Powertrain and vehicle technologies developer FEV has taken the EPA’s Energy Star Challenge in a step toward improving energy efficiency, the company says.
Commercial buildings and industrial facilities are responsible for 45 percent of US greenhouse gas emissions, according to EPA.
The Energy Star Challenge calls for an energy efficiency improvement of at least 10 percent for the more than 5 million commercial and industrial buildings in the US.
EPA estimates that if the energy efficiency of commercial and industrial buildings in the US improved 10 percent, companies would save about $20 billion on annual utility bills.
Over the past 20 years, US businesses and families have saved a total of almost $230 billion on utility bills and prevented more than 1.7 billion metric tons of greenhouse gas emissions through the voluntary program, EPA says.

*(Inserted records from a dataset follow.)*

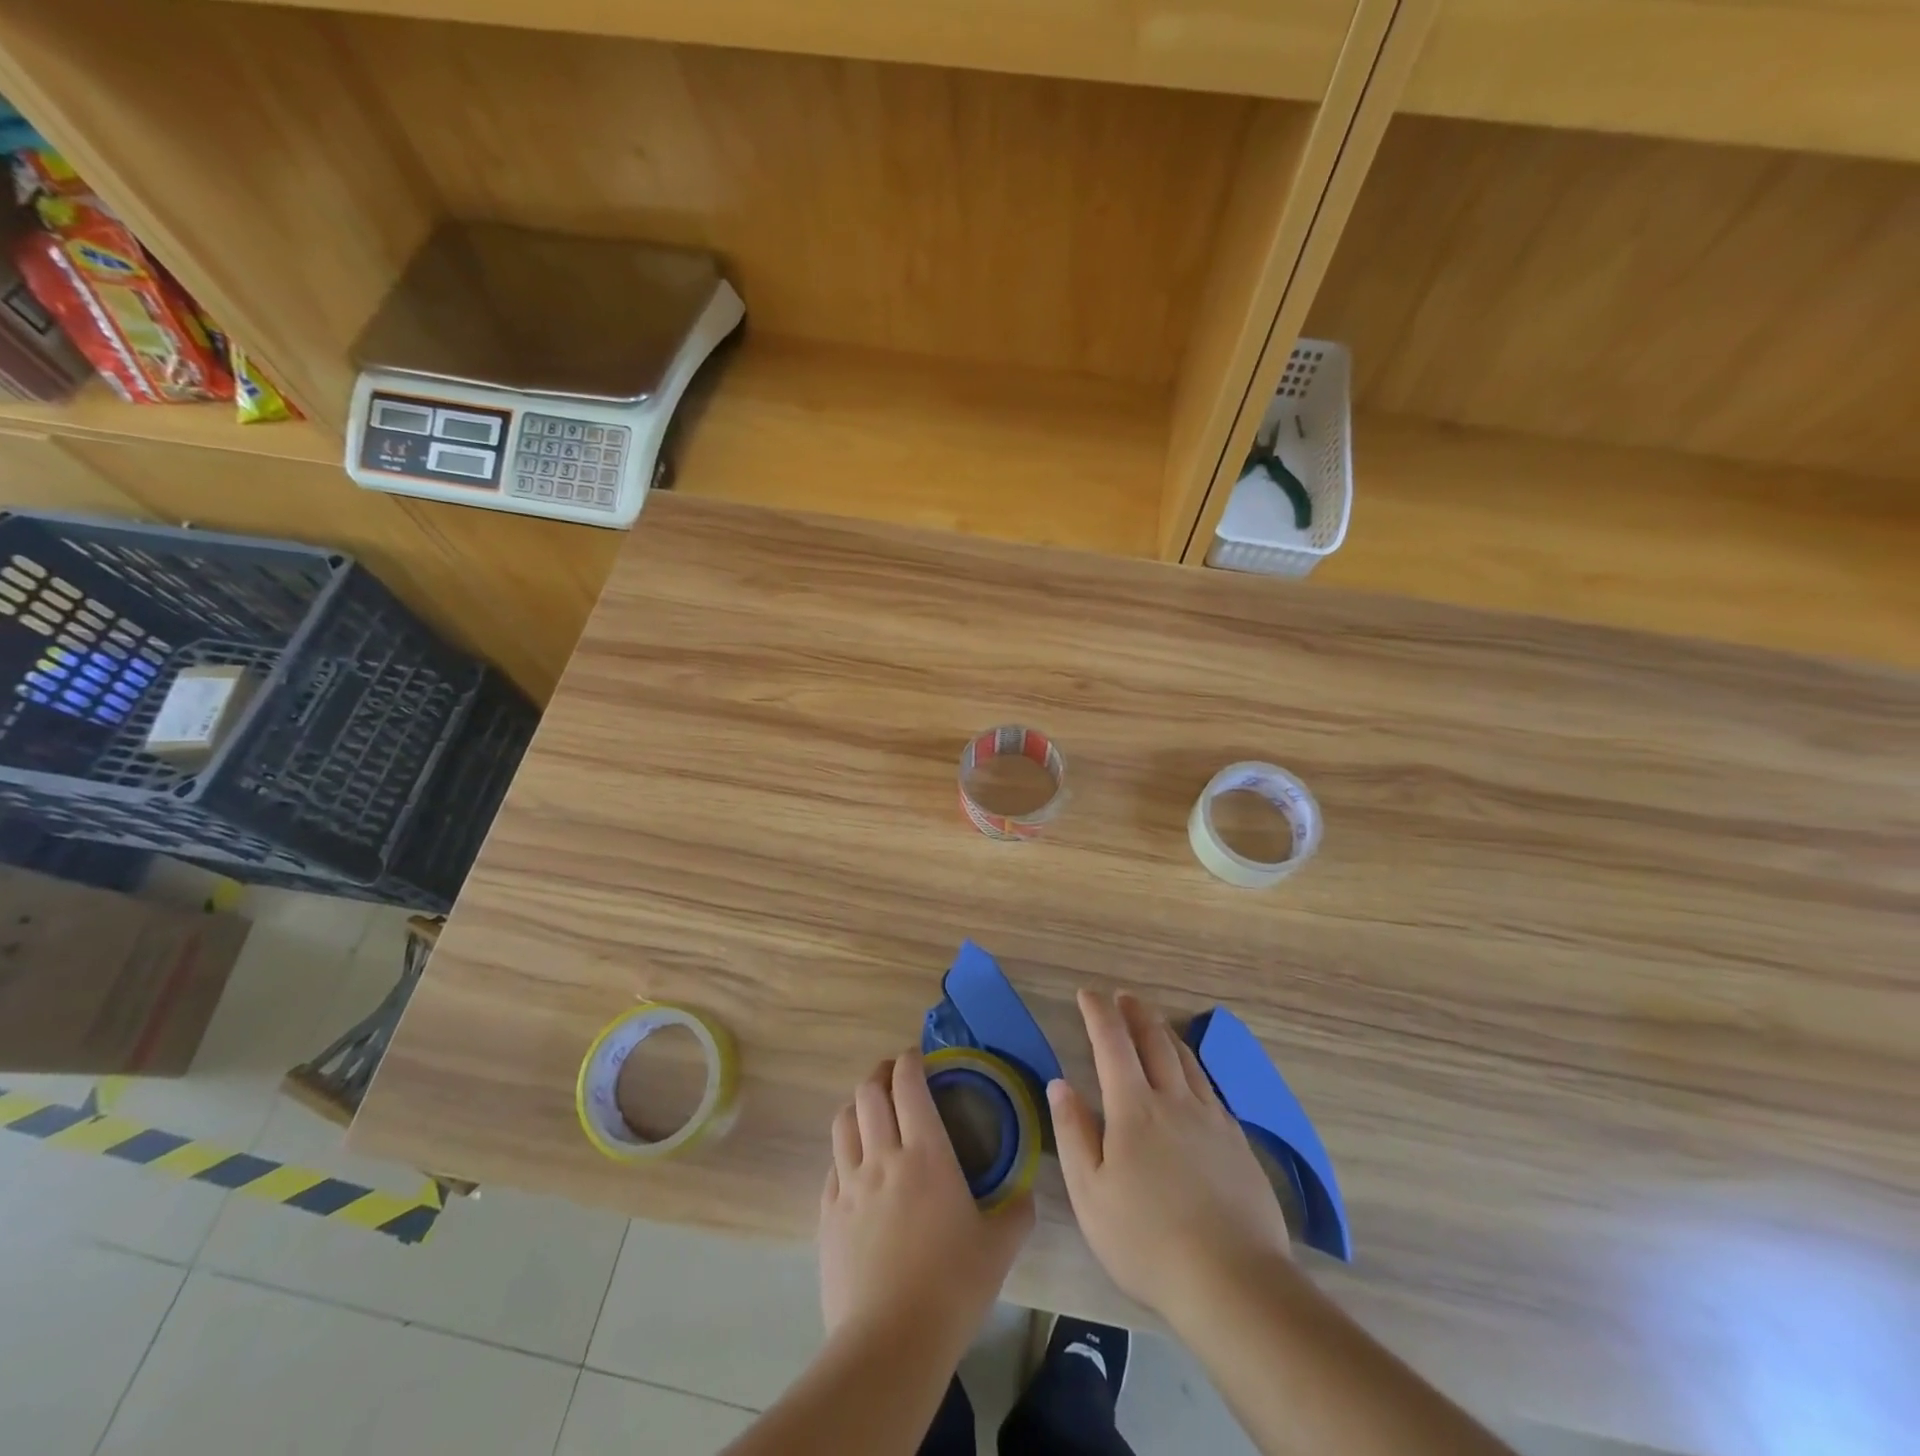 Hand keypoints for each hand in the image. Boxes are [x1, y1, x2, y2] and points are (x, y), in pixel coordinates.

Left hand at [818, 1050, 1033, 1359]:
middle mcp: (882, 1156)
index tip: (918, 1057)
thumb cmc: (951, 1287)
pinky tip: (855, 1167)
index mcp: (925, 1153)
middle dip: (880, 1073)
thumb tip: (1027, 1194)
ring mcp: (849, 1185)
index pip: (908, 1084)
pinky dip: (844, 1152)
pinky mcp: (827, 1215)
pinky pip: (832, 1166)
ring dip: (857, 1106)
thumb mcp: (998, 1249)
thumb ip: (1016, 1213)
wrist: (889, 1344)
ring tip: (870, 1111)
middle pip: (868, 1092)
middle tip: (894, 1076)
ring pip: (843, 1122)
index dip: (909, 1061)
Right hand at [1050, 990, 1289, 1325]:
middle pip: (1155, 1040)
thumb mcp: (1090, 1194)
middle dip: (1135, 1012)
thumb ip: (1073, 1132)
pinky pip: (1210, 1087)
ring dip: (1165, 1033)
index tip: (1087, 993)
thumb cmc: (1147, 1240)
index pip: (1112, 1042)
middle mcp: (1174, 1100)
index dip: (1098, 1012)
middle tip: (1123, 996)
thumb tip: (1059, 1083)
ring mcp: (1211, 1119)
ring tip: (1154, 1023)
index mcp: (1134, 1108)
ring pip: (1186, 1059)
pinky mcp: (1237, 1142)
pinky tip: (1192, 1077)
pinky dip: (1193, 1066)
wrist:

Some 35,000 buildings that used the Energy Star Portfolio Manager tool to track and manage energy use between 2008 and 2011 realized an average annual savings of 2.4 percent with a total savings of 7 percent, according to EPA. In its analysis, EPA translates energy savings into financial value, and says a 2.4 percent savings for three consecutive years means a cumulative energy cost savings of $120,000 for a 500,000-square-foot office building, $2.5 million for a medium-box retailer with 500 stores, $4.1 million for a full-service hotel chain with 100 properties or $140,000 for an 800,000-square-foot school district.
Last month, FEV partnered with charging infrastructure supplier Better Place and Coda Automotive, Environmental Leader reports. The three companies are working together to convert six Coda electric cars with fixed batteries into switchable-battery cars.